Stored items:

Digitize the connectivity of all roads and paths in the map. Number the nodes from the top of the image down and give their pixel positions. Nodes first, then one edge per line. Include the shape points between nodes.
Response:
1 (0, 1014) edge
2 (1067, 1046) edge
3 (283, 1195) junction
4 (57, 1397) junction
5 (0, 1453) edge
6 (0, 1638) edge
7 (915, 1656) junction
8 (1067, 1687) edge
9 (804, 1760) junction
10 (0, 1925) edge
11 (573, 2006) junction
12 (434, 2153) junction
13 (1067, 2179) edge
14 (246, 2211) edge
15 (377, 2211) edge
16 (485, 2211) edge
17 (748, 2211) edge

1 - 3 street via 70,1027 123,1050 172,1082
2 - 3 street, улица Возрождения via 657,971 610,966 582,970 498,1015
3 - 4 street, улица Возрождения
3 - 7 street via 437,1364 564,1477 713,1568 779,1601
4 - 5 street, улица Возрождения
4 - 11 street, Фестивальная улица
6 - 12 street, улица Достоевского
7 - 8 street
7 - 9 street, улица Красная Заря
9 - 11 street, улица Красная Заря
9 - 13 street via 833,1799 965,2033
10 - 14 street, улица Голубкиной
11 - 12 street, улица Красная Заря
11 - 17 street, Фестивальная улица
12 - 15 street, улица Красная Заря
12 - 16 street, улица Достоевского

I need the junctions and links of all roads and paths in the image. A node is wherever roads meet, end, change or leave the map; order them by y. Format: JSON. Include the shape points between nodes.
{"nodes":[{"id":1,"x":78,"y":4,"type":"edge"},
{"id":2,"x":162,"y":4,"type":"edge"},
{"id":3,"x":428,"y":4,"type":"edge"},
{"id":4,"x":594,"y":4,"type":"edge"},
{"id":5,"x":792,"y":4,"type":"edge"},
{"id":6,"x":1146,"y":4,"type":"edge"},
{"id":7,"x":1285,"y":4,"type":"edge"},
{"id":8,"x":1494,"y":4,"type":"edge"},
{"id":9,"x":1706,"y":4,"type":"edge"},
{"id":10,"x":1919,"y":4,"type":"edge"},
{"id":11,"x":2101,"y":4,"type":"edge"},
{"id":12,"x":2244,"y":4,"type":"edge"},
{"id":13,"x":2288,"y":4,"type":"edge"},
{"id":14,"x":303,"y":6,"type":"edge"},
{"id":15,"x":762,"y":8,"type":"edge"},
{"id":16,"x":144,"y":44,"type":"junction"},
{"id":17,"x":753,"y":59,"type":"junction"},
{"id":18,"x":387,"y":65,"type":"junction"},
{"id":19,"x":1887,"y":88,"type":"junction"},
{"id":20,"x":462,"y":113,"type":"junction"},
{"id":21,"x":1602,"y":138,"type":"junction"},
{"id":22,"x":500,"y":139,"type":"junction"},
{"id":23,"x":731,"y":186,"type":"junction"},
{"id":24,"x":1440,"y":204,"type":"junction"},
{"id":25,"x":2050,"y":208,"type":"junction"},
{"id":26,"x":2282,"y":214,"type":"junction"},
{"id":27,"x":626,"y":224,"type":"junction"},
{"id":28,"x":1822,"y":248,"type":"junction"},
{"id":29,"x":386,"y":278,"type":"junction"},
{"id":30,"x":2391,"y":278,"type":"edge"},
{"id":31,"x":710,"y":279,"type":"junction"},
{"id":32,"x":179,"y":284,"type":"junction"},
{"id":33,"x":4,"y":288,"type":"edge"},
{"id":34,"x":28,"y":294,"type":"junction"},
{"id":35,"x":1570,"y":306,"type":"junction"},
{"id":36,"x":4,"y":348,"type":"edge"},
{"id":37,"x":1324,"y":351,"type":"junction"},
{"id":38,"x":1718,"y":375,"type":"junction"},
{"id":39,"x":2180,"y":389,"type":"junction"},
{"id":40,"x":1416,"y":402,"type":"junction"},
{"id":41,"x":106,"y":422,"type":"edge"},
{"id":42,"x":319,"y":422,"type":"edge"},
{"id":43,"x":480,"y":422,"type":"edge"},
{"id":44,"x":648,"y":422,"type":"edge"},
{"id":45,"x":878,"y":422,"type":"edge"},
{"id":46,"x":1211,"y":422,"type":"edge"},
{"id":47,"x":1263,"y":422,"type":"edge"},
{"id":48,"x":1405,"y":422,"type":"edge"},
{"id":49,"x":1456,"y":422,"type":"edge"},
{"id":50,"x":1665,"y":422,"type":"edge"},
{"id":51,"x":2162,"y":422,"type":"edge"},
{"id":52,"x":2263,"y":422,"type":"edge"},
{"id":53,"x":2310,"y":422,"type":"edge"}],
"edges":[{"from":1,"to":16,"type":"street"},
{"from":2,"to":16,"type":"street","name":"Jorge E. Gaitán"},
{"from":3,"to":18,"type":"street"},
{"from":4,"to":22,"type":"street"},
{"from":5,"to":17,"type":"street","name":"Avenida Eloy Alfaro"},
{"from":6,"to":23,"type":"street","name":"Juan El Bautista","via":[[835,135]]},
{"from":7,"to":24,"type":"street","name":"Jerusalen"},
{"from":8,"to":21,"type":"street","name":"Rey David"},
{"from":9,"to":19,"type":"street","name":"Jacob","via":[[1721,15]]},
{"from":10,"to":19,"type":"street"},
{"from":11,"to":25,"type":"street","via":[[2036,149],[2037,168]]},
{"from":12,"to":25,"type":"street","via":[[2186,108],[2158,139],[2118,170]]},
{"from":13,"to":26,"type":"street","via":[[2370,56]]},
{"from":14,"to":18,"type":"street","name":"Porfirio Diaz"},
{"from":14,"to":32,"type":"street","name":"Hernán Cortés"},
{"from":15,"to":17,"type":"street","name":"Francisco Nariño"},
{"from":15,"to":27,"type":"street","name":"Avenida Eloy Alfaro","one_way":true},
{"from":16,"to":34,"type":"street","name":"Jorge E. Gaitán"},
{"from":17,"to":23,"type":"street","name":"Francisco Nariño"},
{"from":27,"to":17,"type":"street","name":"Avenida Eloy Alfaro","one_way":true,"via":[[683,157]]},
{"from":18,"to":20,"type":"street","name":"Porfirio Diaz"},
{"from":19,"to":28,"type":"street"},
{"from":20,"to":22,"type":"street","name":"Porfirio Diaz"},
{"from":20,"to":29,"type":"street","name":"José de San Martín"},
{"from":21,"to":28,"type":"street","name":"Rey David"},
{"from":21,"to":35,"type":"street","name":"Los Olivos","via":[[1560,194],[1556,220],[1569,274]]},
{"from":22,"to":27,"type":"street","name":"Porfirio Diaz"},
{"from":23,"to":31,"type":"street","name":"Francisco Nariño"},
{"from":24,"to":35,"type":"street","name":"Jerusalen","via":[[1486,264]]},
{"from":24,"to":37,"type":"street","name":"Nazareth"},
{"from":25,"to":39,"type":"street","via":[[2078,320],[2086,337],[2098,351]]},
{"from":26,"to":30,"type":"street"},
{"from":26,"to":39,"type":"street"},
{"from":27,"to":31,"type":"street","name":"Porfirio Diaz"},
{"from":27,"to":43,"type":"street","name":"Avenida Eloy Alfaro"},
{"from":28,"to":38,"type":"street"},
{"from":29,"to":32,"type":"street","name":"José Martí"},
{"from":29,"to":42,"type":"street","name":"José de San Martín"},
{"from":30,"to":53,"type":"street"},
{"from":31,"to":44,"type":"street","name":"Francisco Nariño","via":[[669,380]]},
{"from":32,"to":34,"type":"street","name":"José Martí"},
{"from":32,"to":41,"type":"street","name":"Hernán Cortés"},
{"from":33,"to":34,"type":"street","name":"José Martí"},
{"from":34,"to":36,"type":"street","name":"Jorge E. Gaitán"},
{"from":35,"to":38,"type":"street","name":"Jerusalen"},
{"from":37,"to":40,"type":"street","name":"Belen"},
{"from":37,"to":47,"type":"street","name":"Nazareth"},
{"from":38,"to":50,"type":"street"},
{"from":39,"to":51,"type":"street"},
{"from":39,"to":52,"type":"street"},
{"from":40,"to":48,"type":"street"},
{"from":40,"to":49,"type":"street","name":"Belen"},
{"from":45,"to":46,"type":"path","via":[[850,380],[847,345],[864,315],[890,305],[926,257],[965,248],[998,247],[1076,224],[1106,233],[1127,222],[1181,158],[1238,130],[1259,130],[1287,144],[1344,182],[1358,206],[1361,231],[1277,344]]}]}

_Problem to solve_.
Only the lines above that include the word "Martín" belong in the answer; copy each one.

_Answer for this exercise_.
{"from":20,"to":29,"type":"street","name":"José de San Martín"},
{"from":29,"to":42,"type":"street","name":"José de San Martín"},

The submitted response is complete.